Task details
Your answer should be every line of the records that contains the word "ماهر", copied as it stands.

[Stored items]
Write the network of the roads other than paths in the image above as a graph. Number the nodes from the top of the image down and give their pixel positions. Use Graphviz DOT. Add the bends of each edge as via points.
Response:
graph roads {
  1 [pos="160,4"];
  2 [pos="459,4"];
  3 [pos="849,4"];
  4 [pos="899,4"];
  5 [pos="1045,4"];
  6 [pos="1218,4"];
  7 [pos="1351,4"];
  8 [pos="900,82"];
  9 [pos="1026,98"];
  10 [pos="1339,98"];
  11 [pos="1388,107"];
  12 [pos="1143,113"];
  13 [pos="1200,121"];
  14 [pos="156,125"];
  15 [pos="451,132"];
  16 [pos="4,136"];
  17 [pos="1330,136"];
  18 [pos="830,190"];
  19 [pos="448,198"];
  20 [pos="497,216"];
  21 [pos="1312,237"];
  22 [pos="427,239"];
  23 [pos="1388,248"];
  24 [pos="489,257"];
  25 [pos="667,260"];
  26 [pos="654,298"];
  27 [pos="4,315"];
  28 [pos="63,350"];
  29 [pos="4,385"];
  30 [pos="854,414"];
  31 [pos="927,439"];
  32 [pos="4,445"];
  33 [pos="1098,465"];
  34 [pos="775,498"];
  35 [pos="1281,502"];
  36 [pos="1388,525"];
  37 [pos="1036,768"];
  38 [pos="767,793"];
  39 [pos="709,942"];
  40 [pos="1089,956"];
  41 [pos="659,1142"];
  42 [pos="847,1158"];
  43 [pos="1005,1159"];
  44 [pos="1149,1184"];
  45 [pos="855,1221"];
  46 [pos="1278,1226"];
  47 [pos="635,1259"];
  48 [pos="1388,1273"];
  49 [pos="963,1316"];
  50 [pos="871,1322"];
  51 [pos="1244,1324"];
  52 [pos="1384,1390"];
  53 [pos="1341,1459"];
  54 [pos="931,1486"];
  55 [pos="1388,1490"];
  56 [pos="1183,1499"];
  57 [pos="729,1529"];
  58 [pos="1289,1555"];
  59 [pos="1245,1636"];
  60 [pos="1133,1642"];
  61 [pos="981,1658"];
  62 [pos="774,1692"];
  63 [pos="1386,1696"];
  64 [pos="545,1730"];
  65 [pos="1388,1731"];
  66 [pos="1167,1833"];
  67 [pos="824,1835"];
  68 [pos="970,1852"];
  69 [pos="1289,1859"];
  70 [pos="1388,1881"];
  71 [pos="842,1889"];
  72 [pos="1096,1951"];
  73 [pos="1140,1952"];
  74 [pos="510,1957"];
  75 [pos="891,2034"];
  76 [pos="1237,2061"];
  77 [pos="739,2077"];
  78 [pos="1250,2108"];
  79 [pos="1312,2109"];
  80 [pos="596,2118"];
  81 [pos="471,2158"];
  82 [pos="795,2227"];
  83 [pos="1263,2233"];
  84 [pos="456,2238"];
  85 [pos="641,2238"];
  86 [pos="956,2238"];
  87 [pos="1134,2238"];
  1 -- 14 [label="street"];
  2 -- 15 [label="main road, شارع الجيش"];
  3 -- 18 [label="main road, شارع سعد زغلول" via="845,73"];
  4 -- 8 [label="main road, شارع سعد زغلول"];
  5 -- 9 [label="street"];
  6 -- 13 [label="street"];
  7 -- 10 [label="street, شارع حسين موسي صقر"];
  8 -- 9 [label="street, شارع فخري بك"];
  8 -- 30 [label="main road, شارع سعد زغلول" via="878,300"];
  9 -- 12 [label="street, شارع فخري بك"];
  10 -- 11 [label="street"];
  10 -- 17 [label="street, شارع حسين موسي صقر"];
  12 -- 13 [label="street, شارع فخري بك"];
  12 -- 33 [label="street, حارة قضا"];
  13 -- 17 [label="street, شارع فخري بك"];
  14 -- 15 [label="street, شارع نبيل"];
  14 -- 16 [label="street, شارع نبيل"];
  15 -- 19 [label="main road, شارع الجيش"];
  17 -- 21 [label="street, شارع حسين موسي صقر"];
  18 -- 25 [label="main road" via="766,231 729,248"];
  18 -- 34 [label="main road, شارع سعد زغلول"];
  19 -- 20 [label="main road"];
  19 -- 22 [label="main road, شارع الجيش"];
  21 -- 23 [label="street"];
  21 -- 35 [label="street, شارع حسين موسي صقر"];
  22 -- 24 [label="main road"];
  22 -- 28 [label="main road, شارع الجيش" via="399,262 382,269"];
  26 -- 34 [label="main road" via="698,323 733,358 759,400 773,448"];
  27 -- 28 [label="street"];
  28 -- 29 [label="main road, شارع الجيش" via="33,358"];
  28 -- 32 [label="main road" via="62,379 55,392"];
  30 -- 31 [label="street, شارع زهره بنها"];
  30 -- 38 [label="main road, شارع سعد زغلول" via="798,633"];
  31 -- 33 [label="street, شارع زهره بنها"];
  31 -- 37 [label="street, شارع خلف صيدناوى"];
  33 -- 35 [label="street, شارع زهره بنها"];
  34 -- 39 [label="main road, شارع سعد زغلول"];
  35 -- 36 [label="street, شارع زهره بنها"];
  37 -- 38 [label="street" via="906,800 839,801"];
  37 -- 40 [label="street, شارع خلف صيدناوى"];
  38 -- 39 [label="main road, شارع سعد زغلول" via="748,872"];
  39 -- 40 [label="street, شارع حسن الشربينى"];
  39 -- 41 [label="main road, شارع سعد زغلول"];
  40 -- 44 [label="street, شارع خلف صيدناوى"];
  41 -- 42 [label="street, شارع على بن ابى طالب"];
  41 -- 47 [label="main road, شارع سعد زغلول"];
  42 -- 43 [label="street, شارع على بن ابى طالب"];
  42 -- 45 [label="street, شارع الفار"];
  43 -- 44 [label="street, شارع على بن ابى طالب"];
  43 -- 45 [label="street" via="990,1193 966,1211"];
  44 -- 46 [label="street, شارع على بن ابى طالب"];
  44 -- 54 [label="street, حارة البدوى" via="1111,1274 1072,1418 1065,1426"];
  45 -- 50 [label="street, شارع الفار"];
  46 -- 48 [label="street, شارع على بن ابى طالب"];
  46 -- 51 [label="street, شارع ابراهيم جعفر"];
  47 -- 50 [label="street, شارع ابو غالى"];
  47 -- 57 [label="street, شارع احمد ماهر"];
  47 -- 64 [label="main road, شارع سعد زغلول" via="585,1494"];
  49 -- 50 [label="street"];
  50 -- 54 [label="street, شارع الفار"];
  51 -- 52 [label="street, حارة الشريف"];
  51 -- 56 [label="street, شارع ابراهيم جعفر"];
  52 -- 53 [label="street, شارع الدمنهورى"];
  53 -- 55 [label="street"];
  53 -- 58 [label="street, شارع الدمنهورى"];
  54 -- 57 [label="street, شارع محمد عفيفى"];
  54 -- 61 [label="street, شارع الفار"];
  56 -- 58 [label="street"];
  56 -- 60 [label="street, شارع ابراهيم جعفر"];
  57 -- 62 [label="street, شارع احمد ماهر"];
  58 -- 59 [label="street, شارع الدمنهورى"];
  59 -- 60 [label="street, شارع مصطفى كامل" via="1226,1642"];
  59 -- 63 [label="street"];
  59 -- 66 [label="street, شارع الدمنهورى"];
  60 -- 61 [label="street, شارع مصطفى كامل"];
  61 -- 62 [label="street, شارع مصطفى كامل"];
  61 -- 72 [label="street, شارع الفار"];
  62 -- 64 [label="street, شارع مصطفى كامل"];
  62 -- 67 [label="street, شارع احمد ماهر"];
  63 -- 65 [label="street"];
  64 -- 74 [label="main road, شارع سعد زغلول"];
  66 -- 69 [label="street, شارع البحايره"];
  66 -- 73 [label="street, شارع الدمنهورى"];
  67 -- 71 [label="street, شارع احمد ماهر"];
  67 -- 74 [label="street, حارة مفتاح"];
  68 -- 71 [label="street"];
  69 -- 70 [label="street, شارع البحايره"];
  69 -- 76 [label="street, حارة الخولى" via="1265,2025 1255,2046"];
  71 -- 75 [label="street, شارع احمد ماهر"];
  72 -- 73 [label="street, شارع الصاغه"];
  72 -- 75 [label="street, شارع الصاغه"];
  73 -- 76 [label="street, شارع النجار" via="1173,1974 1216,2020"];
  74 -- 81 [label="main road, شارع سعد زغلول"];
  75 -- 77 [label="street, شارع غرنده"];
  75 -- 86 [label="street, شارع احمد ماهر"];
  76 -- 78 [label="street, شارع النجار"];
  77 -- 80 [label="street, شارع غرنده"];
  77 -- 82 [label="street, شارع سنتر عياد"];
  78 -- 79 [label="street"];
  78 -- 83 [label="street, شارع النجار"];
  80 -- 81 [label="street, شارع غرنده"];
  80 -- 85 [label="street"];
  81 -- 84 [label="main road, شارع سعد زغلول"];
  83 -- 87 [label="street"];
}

Exercise solution
  47 -- 57 [label="street, شارع احمد ماهر"];
  57 -- 62 [label="street, شارع احمد ماهر"];
  62 -- 67 [label="street, شارع احمد ماهر"];
  67 -- 71 [label="street, شارع احمد ماهر"];
  71 -- 75 [label="street, شارع احمد ماهر"];
  75 -- 86 [label="street, شارع احمد ماهر"];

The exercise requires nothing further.